## What to do
Where the string "Flower" shows up in a line of the records, copy that line.

Stored data:
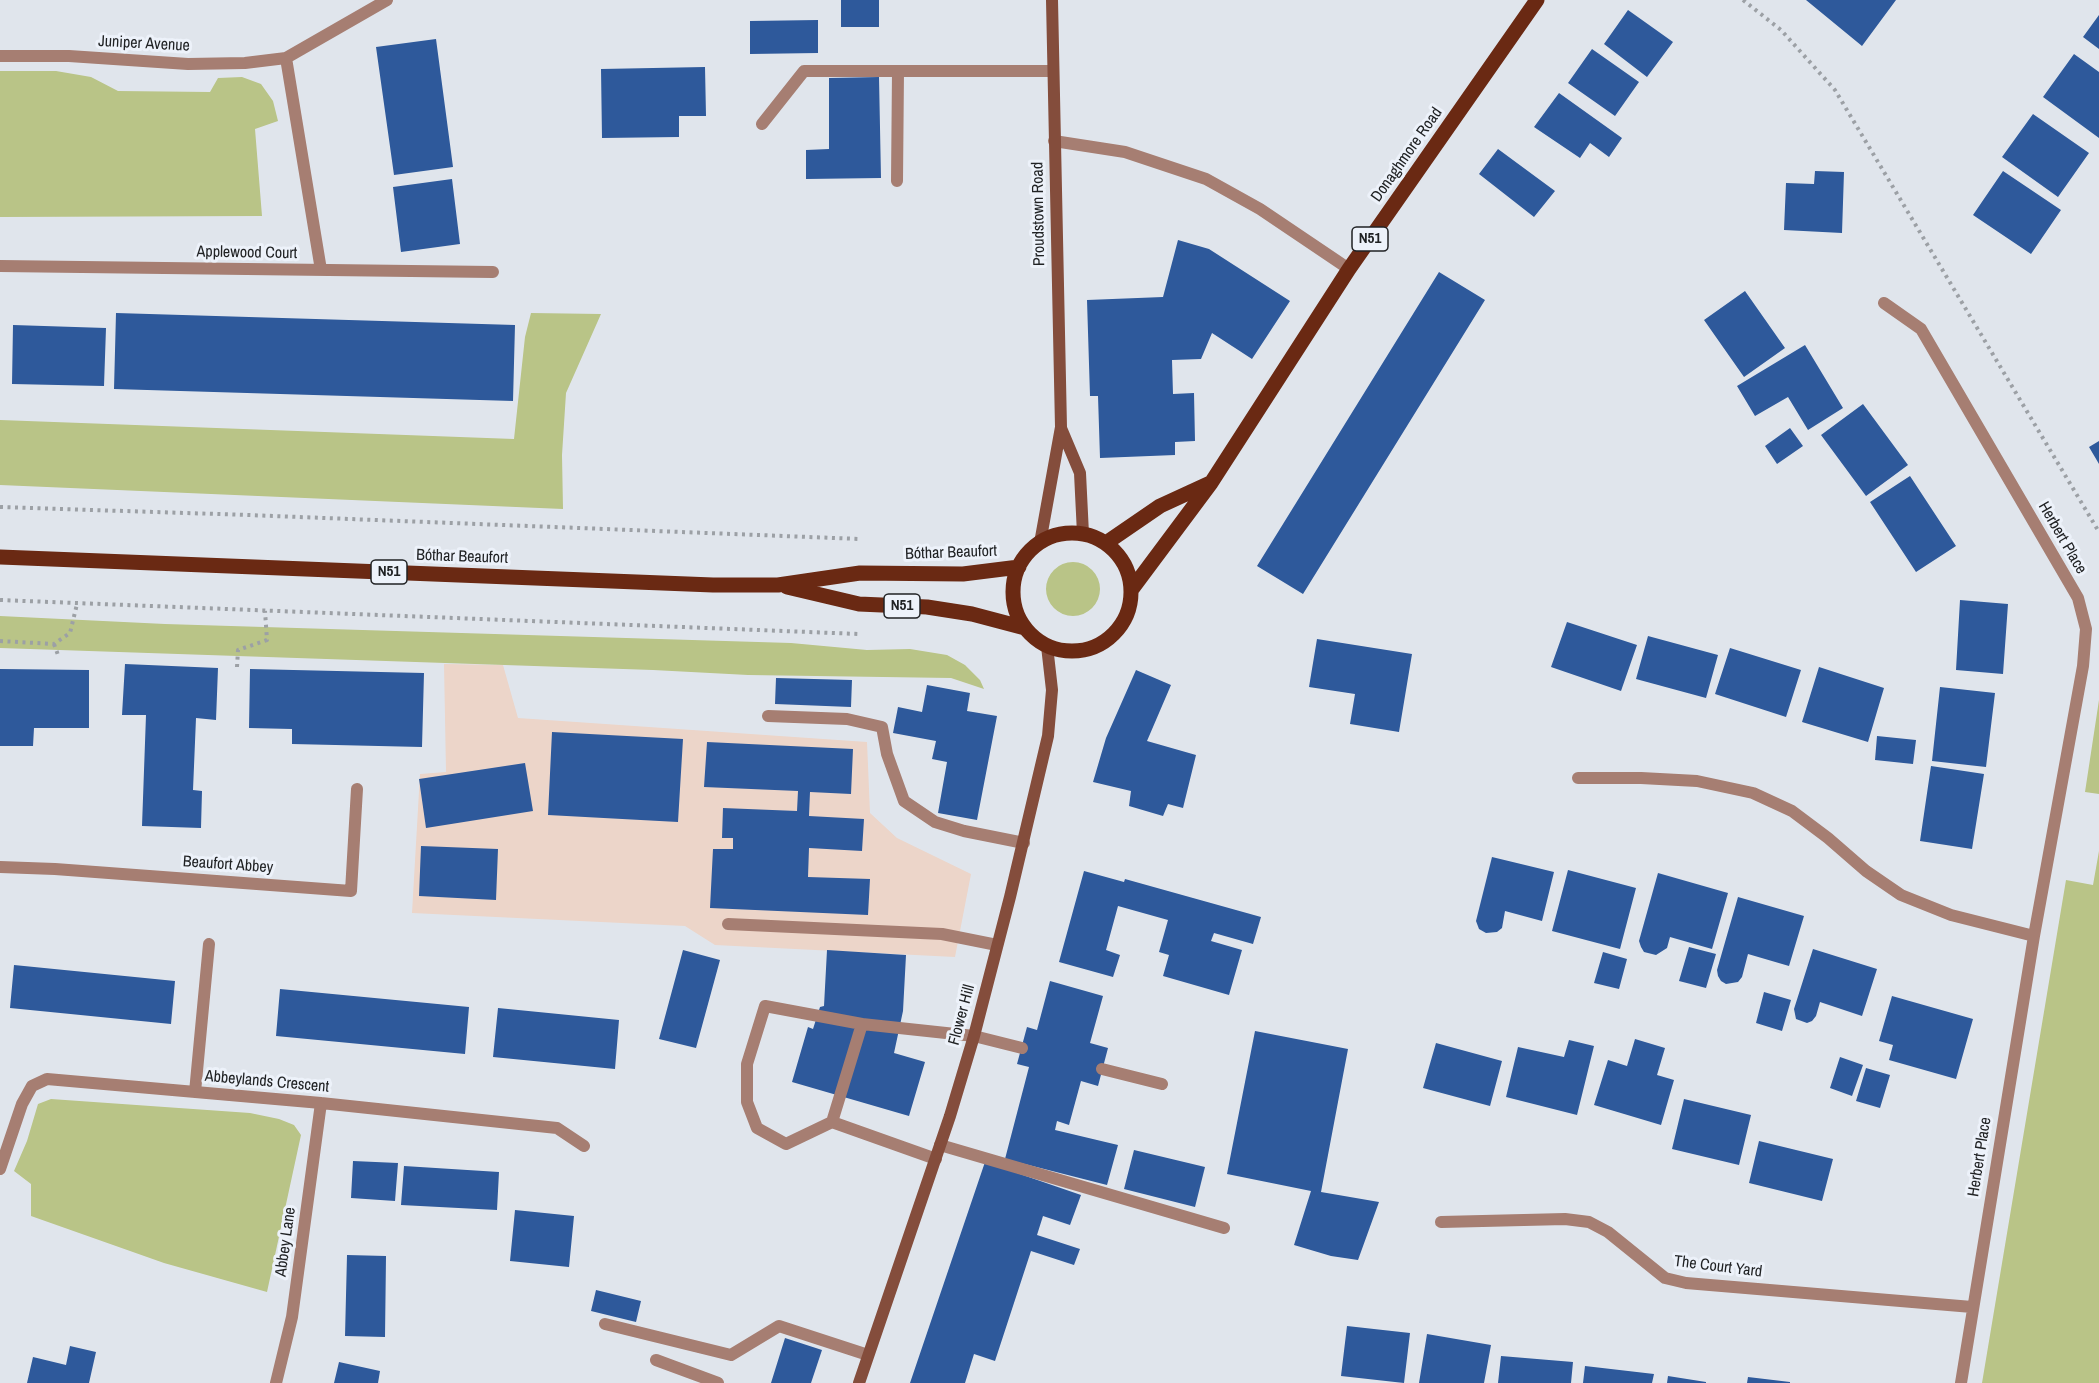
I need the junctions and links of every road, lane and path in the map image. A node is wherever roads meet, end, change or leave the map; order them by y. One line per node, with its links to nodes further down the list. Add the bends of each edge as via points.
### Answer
1 (387, 0): 6 (street, Juniper Avenue)
2 (1052, 0): 8 (main road, Proudstown Road)
3 (1537, 0): 13 (main road, Donaghmore Road / N51)
4 (1743, 0): 20 (path, via 1780,30 1836,90)
5 (0, 56): 6 (street, Juniper Avenue, via 188,64)
6 (286, 58): 14 (street)
7 (898, 71): 8 (street); 9 (street, via 804,71); 11 (street)
8 (1053, 71): 10 (main road, Proudstown Road)
9 (762, 124)
10 (1054, 141): 13 (street, via 1125,152 1206,179 1260,209); 17 (main road, Proudstown Road)
11 (897, 181)
12 (0, 266): 14 (street, Applewood Court)
13 (1349, 269): 18 (main road, Donaghmore Road / N51)
14 (321, 270): 15 (street, Applewood Court)
15 (493, 272)
16 (1884, 303): 45 (street, Herbert Place, via 1921,329 2078,598 2086,629 2084,666)
17 (1061, 427): 21 (main road, Proudstown Road, via 1080,473); 23 (main road, Proudstown Road)
18 (1211, 483): 24 (main road, via 1160,506); 28 (main road, Donaghmore Road / N51)
19 (0, 507): 22 (path)
20 (2099, 532)
21 (1083, 534): 23 (main road, N51, via 1066,533); 24 (main road, N51)
22 (860, 539)
23 (1040, 543): 26 (main road, N51)
24 (1106, 543): 28 (main road, N51, via 1120,557)
25 (0, 557): 27 (main road, Bóthar Beaufort / N51)
26 (1019, 567): 27 (main road, Bóthar Beaufort / N51, via 963,574 860,573); 32 (main road, N51, via 1013,599)
27 (778, 585): 32 (main road, Bóthar Beaufort / N51, via 859,604 927,607)
28 (1132, 589): 36 (main road, N51, via 1127,615 1106,641 1087,650)
29 (0, 600): 30 (path)
30 (77, 604): 31 (path); 35 (path, via 70,633)
31 (265, 611): 33 (path); 38 (path, via 267,640 238,650)
32 (1025, 628): 36 (main road, N51)
33 (859, 634)
34 (0, 641): 35 (path)
35 (54, 644): 37 (path)
36 (1047, 646): 42 (main road, Flower Hill, via 1052,690 1048,736)
37 (58, 654)
38 (237, 667)
39 (768, 716): 42 (street, via 846,719 882,727 904,801 935,822)
40 (1578, 778): 45 (street, via 1697,781 1753,793 1792,811 1901,895 1951,915)
41 (357, 789): 43 (street, Beaufort Abbey, via 351,891)
42 (1024, 843): 47 (main road, Flower Hill)
43 (0, 867)
44 (728, 924): 47 (street, via 942,933)
45 (2034, 936): 62 (street, Herbert Place)
46 (209, 944): 53 (street)
47 (997, 945): 49 (main road, Flower Hill)
48 (862, 1024): 49 (street); 55 (street); 55 (street, via 765,1006 747,1064 747,1102 756,1128 786,1144)
49 (974, 1036): 50 (street); 56 (main road, Flower Hill)
50 (1022, 1048)
51 (1102, 1069): 52 (street)
52 (1162, 1084)
53 (195, 1092): 54 (street, Abbeylands Crescent); 59 (street, Abbeylands Crescent, via 47,1079 32,1086 22,1104)
54 (321, 1103): 57 (street, Abbeylands Crescent, via 557,1128); 66 (street, Abbey Lane, via 292,1317)
55 (832, 1122): 58 (street)
56 (940, 1145): 58 (main road, Flower Hill); 61 (street)
57 (584, 1146)
58 (936, 1159): 64 (main road, Flower Hill)
59 (0, 1169)
60 (1441, 1222): 62 (street, The Court Yard, via 1589,1222 1608,1232 1665,1278 1686,1283)
61 (1224, 1228)
62 (1972, 1307): 69 (street, Herbert Place)
63 (605, 1324): 64 (street, via 731,1355 779,1326)
64 (868, 1355): 68 (main road, Flower Hill)
65 (656, 1360): 67 (street)
66 (276, 1383)
67 (718, 1383)
68 (859, 1383)
69 (1961, 1383)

## Result
36 (1047, 646): 42 (main road, Flower Hill, via 1052,690 1048,736)
42 (1024, 843): 47 (main road, Flower Hill)
47 (997, 945): 49 (main road, Flower Hill)
49 (974, 1036): 50 (street); 56 (main road, Flower Hill)
56 (940, 1145): 58 (main road, Flower Hill); 61 (street)
58 (936, 1159): 64 (main road, Flower Hill)
64 (868, 1355): 68 (main road, Flower Hill)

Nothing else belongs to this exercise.